Imbroglio etnico
Nuovi strumenti cognitivi per leggere la realtà contemporanea
Negli ultimi trenta anni gli scienziati sociali si sono serviti di concetti-guida che sovvertono alcuni principi su cui si fondava la ricerca classica delle discipline sociali: sociologia, psicologia e antropologia.
Il valore esplicativo di alcuni termini: etnia, cultura, identità, comunità, società, razza, religione, luogo, città….si è in parte svuotato di significato. I concetti ad essi connessi, definiti “entità discrete” devono essere sottoposti ad una profonda rivisitazione; ad un opera di de-costruzione che permetta di comprenderne la genealogia e conoscere i processi storici, politici e culturali che hanno contribuito alla loro definizione.
Il problema è di ordine epistemologico ma anche didattico: come possiamo leggere la realtà sociale se rinunciamo a servirci dei concetti che, fin’ora, sono stati utilizzati nell’analisi delle scienze sociali?
Come adoperare i classici della letteratura scientifica avvertendo i nostri allievi/e della significanza e in-significanza dei concetti espressi?
Un testo molto adatto a intraprendere questo percorso di chiarificazione dei concetti in uso nelle scienze sociali è L’imbroglio etnico, in quattordici parole-chiave di Gallisot. Kilani, Rivera (vedi presentazione di Leonello Bettin nella sezione Biblioscambi).
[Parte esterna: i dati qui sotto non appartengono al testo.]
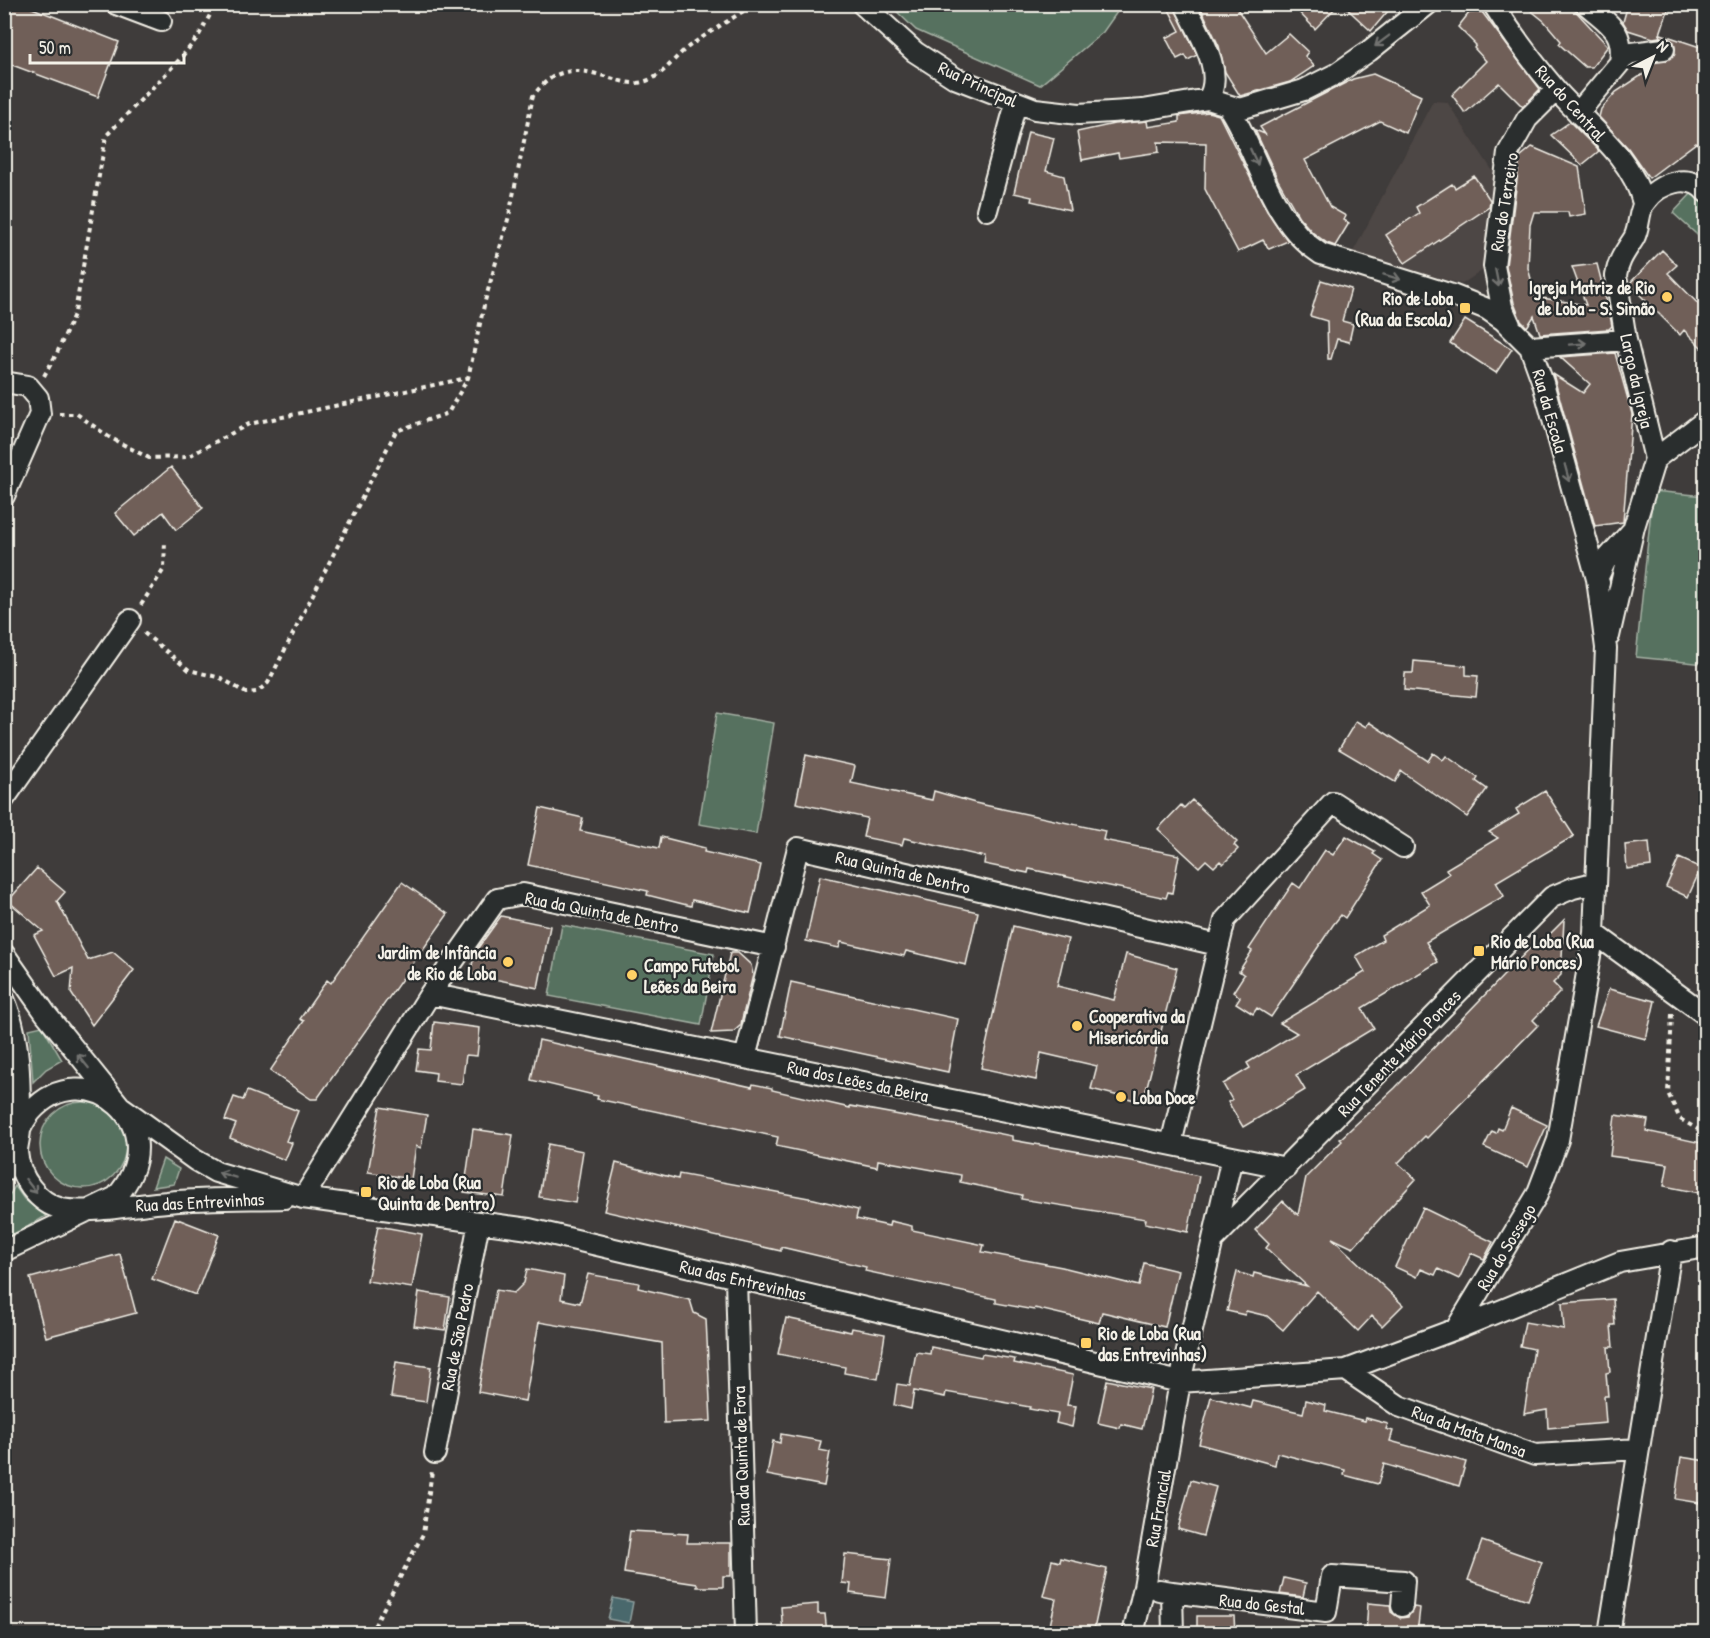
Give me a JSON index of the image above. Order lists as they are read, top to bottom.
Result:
{
  "streets": {
    "street": [
      "Rua Principal",
      "Rua do Central",
      "Rua do Terreiro",
      "Largo da Igreja",
      "Rua da Escola",
      "Rua Quinta de Dentro",
      "Rua da Quinta de Dentro",
      "Rua Tenente Mário Ponces",
      "Rua dos Leões da Beira",
      "Rua das Entrevinhas",
      "Rua do Sossego",
      "Rua de São Pedro",
      "Rua da Mata Mansa",
      "Rua da Quinta de Fora",
      "Rua Francial",
      "Rua do Gestal"
    ]
  },
  "crossings": [
    ["Rua do Central", "Rua do Terreiro"],
    ["Rua do Central", "Largo da Igreja"],
    ["Rua do Terreiro", "Rua da Escola"],
    ["Rua da Escola", "Rua Tenente Mário Ponces"],
    ["Rua da Escola", "Rua do Sossego"],
    ["Rua Quinta de Dentro", "Rua da Quinta de Dentro"],
    ["Rua Quinta de Dentro", "Rua dos Leões da Beira"],
    ["Rua da Quinta de Dentro", "Rua dos Leões da Beira"],
    ["Rua da Quinta de Dentro", "Rua das Entrevinhas"],
    ["Rua Tenente Mário Ponces", "Rua dos Leões da Beira"],
    ["Rua Tenente Mário Ponces", "Rua do Sossego"],
    ["Rua das Entrevinhas", "Rua de São Pedro"],
    ["Rua das Entrevinhas", "Rua da Quinta de Fora"],
    ["Rua das Entrevinhas", "Rua Francial"]
  ],
  "one_way": ["Rua do Terreiro", "Rua da Escola"],
  "places": {
    "other": [
      "Igreja Matriz de Rio de Loba - S. Simão",
      "Jardim de Infância de Rio de Loba",
      "Campo Futebol Leões da Beira",
      "Cooperativa da Misericórdia",
      "Loba Doce"
    ],
    "transit": [
      "Rio de Loba (Rua da Escola)",
      "Rio de Loba (Rua Mário Ponces)",
      "Rio de Loba (Rua Quinta de Dentro)",
      "Rio de Loba (Rua das Entrevinhas)"
    ]
  },
  "scale_bar": "50 m",
  "north": "top right"
}
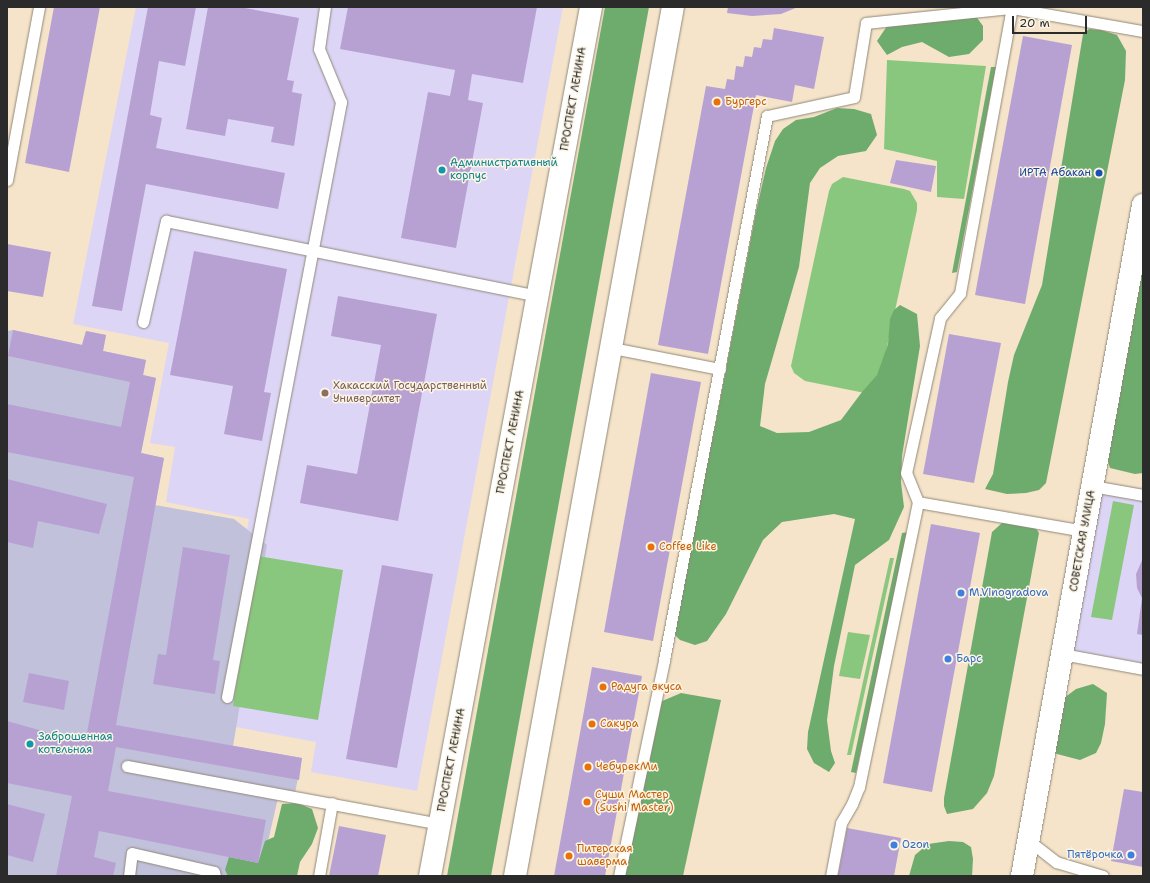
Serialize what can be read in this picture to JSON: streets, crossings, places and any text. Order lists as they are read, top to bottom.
{
  "streets": {
    "street": ["ПРОСПЕКТ ЛЕНИНА", "СОВЕТСКАЯ УЛИЦА"]
  },
  "places": [
    "Бургерс",
    "Административный корпус",
    "ИРТА Абакан",
    "Хакасский Государственный Университет",
    "Coffee Like",
    "M.Vinogradova",
    "Барс",
    "Радуга вкуса",
    "Сакура",
    "Заброшенная котельная",
    "ЧебурекМи",
    "Суши Мастер (Sushi Master)",
    "Ozon",
    "Пятёрочка",
    "Питерская шаверма"
  ],
  "scale_bar": "20 m"
}
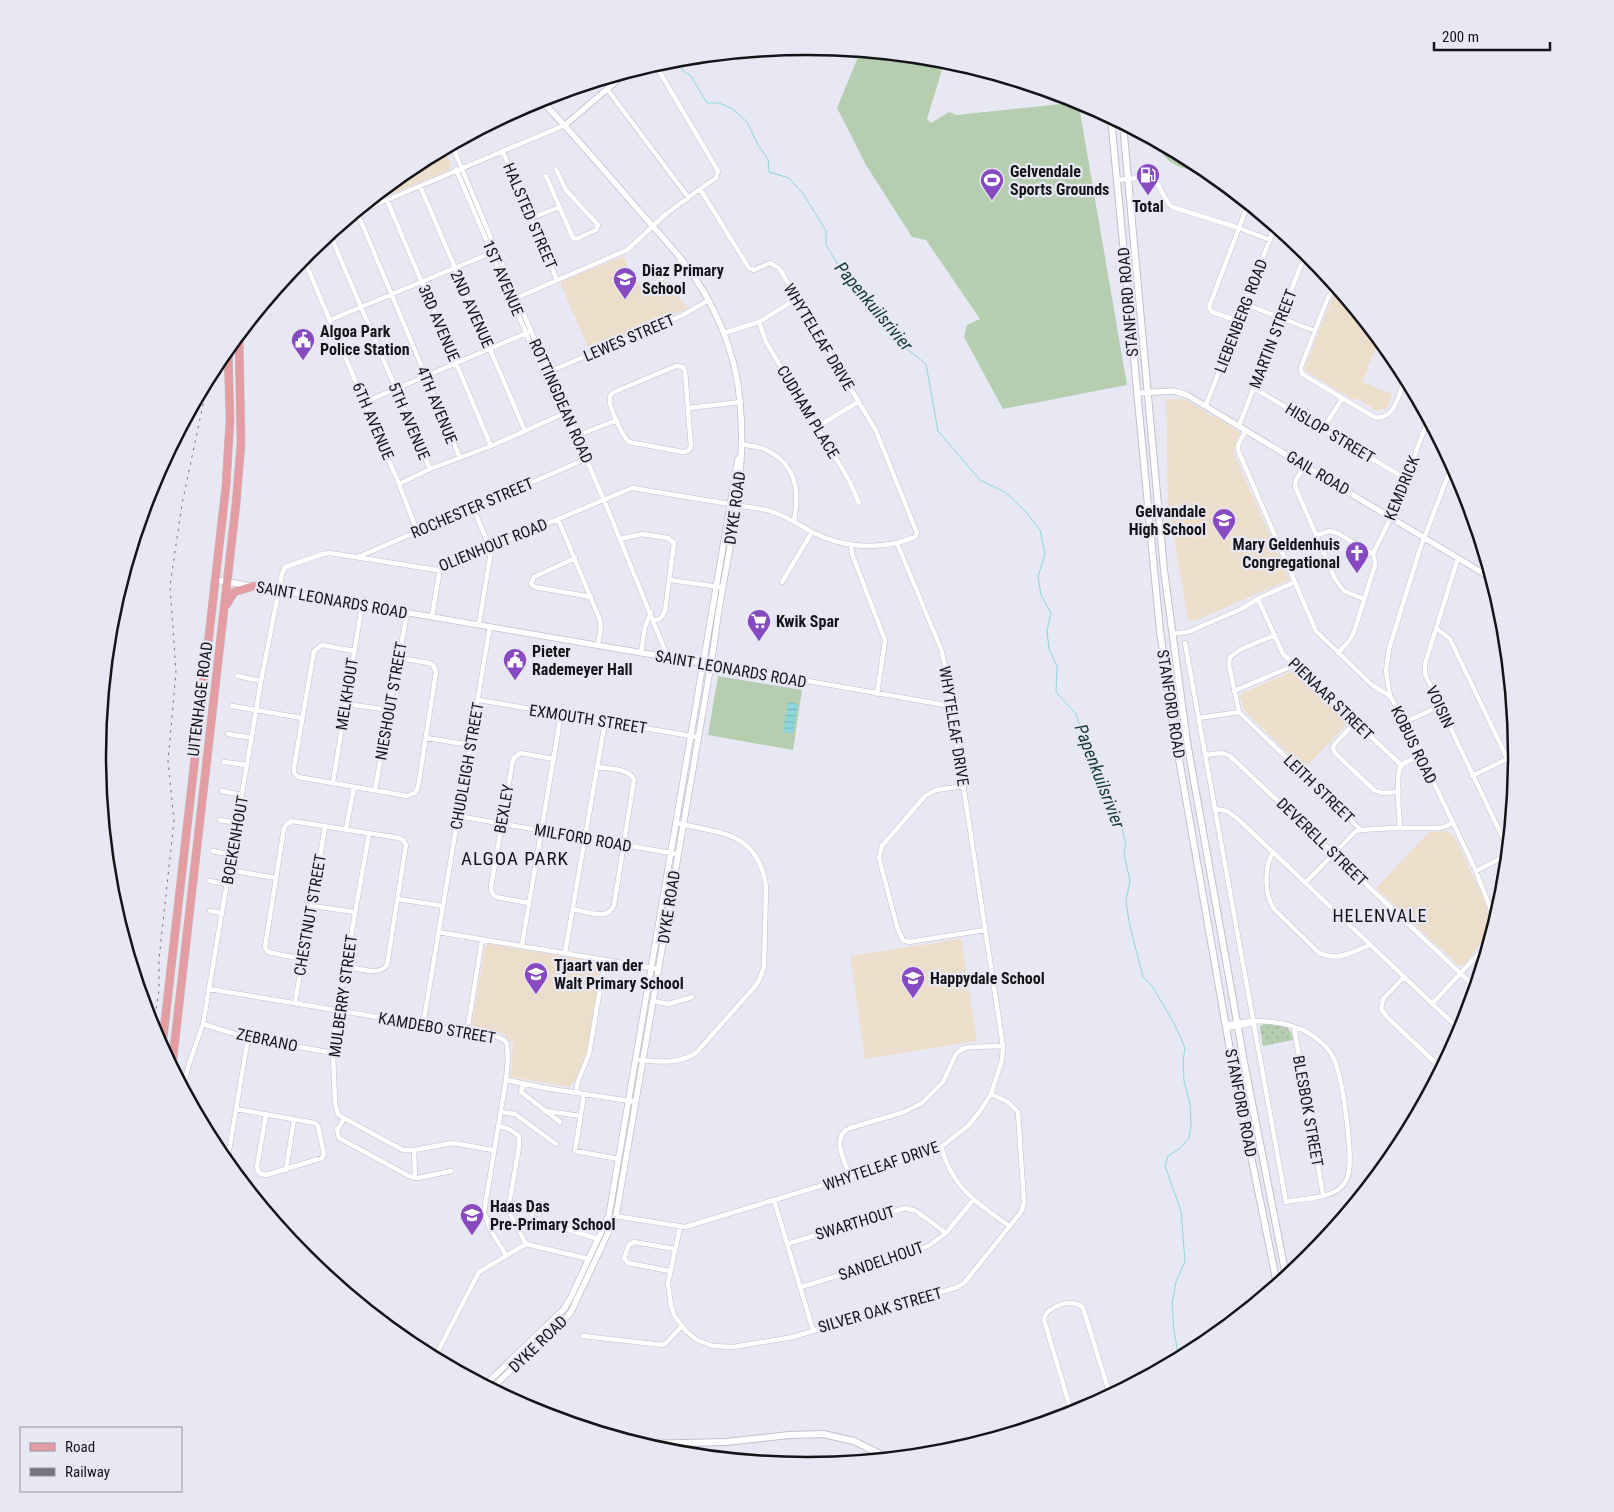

Come si legge nella prefazione tra i propositi del libro c’è quello di mostrare come le categorie di cui ci si serve nel dibattito teorico e massmediale per affrontare alcuni nodi cruciali della realtà contemporanea (cittadinanza, reclusione, identità e comunitarismo…) non devono essere considerati naturali ma siano invece artefatti, vale a dire costruzioni sociali, prodotti storici e in quanto tali arbitrari, convenzionali e mutevoli. Queste astrazioni concettuali e credenze collettive sono nondimeno capaci di agire sulla realtà sociale e di servire come potenti strumenti al servizio della manipolazione ideologica.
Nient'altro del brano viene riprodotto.